Nature is able to mould the crystallisation process using additives to obtain incredibly resilient material such as bones and shells, and the way they are able to control the formation, and structure of the material involve the control over thermodynamics and mass transport. Understanding these processes allows us to create new materials with particular properties of strength, solubility, morphology as nature already does.
The focus of our research is to unveil the influence of all these variables and find new ways to control the growth and dissolution of crystals from a fundamental understanding to more exotic strategies.

The group is interested in the investigation of the kinetics of growth and dissolution of a variety of crystal structures exploiting a number of techniques.
Gypsum presents a characteristic crystal structure in which the layers of the constituent ions alternates with waters layers which give a distintive directional dissolution rates. Using ex-situ and in-situ techniques we are interested in understanding the influence of this characteristic feature via the imaging of ions fluxes at different crystal planes.

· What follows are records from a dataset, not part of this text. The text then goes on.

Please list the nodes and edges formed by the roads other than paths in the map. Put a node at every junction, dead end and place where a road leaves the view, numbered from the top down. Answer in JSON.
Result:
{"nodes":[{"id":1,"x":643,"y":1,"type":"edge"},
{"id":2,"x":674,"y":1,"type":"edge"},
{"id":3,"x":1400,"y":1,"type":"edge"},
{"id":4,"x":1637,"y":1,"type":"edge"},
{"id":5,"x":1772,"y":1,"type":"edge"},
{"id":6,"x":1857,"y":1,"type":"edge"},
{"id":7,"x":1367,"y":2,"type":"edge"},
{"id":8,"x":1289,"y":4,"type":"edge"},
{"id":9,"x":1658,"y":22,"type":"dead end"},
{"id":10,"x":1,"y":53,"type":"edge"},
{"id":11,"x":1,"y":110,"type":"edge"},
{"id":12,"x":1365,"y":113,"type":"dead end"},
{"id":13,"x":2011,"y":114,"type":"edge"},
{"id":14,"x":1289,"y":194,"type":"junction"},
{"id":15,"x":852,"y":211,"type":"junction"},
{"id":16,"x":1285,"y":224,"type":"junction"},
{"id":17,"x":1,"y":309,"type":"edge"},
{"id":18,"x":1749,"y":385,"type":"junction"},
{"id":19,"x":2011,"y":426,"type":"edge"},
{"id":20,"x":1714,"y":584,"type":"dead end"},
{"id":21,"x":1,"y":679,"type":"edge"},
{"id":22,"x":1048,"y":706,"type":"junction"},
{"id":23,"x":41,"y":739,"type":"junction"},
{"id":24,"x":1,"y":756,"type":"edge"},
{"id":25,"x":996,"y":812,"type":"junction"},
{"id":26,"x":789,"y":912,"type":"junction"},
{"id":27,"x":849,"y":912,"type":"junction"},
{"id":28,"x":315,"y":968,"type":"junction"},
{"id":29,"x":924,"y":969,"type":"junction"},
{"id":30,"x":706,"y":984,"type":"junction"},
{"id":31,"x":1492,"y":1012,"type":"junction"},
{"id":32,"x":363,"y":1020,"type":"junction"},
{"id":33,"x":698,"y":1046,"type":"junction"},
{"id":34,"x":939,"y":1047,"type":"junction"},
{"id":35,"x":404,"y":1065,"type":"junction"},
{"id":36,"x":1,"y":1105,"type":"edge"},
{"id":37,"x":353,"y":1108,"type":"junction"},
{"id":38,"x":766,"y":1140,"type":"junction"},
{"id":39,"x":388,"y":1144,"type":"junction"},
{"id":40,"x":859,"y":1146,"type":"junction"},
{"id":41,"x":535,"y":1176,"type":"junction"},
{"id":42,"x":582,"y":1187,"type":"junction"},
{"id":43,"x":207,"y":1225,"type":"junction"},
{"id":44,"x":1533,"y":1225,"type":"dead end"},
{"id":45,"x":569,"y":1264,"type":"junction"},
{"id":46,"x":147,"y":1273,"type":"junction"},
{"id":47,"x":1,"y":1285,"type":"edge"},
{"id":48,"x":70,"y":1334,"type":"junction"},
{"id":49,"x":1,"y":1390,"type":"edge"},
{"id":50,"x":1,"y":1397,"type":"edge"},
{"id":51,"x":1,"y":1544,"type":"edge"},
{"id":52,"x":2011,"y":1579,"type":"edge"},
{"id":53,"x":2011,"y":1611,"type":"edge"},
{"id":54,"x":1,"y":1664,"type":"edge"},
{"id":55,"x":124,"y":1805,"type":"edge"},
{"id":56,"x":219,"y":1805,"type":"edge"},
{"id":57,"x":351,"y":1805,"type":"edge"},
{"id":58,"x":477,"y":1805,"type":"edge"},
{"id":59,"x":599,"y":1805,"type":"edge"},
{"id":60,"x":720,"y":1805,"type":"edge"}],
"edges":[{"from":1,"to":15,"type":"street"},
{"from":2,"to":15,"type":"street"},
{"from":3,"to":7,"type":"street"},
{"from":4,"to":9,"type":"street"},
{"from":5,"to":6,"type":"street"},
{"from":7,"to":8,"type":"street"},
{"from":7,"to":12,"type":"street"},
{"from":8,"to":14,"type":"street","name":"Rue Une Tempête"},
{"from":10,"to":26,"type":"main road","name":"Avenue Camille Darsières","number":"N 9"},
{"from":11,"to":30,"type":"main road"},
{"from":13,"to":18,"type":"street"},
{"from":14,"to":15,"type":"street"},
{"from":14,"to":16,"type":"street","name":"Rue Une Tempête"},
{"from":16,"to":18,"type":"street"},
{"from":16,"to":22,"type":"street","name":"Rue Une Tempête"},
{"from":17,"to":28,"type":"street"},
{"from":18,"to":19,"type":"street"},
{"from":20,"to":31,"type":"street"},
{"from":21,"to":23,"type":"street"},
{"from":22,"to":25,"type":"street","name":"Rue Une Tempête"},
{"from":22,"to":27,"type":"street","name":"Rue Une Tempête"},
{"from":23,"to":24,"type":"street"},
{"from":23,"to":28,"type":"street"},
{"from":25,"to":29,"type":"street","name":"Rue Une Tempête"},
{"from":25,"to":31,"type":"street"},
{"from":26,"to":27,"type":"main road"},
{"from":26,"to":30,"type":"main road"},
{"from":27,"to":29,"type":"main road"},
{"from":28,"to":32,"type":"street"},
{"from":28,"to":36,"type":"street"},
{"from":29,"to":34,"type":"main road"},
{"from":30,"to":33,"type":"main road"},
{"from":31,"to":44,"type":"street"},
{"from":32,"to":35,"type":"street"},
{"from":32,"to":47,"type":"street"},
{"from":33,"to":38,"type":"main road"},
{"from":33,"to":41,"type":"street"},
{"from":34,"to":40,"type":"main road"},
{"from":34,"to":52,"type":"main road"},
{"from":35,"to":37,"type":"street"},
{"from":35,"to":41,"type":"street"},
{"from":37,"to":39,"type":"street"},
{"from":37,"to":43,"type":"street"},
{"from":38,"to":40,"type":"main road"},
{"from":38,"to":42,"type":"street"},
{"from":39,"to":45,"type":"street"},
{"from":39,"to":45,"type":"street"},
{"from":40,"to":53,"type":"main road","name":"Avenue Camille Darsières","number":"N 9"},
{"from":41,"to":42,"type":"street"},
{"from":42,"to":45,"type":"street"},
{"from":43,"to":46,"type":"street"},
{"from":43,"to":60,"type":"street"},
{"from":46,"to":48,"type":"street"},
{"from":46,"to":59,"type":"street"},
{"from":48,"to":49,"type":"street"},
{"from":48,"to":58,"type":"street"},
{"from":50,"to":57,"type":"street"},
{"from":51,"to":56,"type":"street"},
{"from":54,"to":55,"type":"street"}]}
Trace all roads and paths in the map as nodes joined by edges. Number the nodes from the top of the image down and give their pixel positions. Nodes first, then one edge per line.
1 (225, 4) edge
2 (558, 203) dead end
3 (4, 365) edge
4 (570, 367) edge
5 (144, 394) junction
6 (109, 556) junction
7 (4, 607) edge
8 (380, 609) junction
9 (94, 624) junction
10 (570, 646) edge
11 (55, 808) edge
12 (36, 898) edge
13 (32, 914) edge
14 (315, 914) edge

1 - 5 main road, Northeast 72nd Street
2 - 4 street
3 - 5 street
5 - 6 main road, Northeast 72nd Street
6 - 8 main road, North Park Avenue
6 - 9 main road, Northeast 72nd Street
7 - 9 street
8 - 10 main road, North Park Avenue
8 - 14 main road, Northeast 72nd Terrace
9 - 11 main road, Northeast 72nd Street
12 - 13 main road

Dissolution of gypsum via high convective flow cell (H-CFC) and mode of action of several inhibitors showed to give in dept kinetic information on the dissolution of this widely use material.
H-CFC are a key tool to access high dissolutions rate, otherwise non accesible by other techniques.

coupling this technique with finite element model we are able to extract intrinsic dissolution rate constant and understand the effect of inhibitors on the dissolution rates. This allows to measure rate constant even under mixed transport conditions.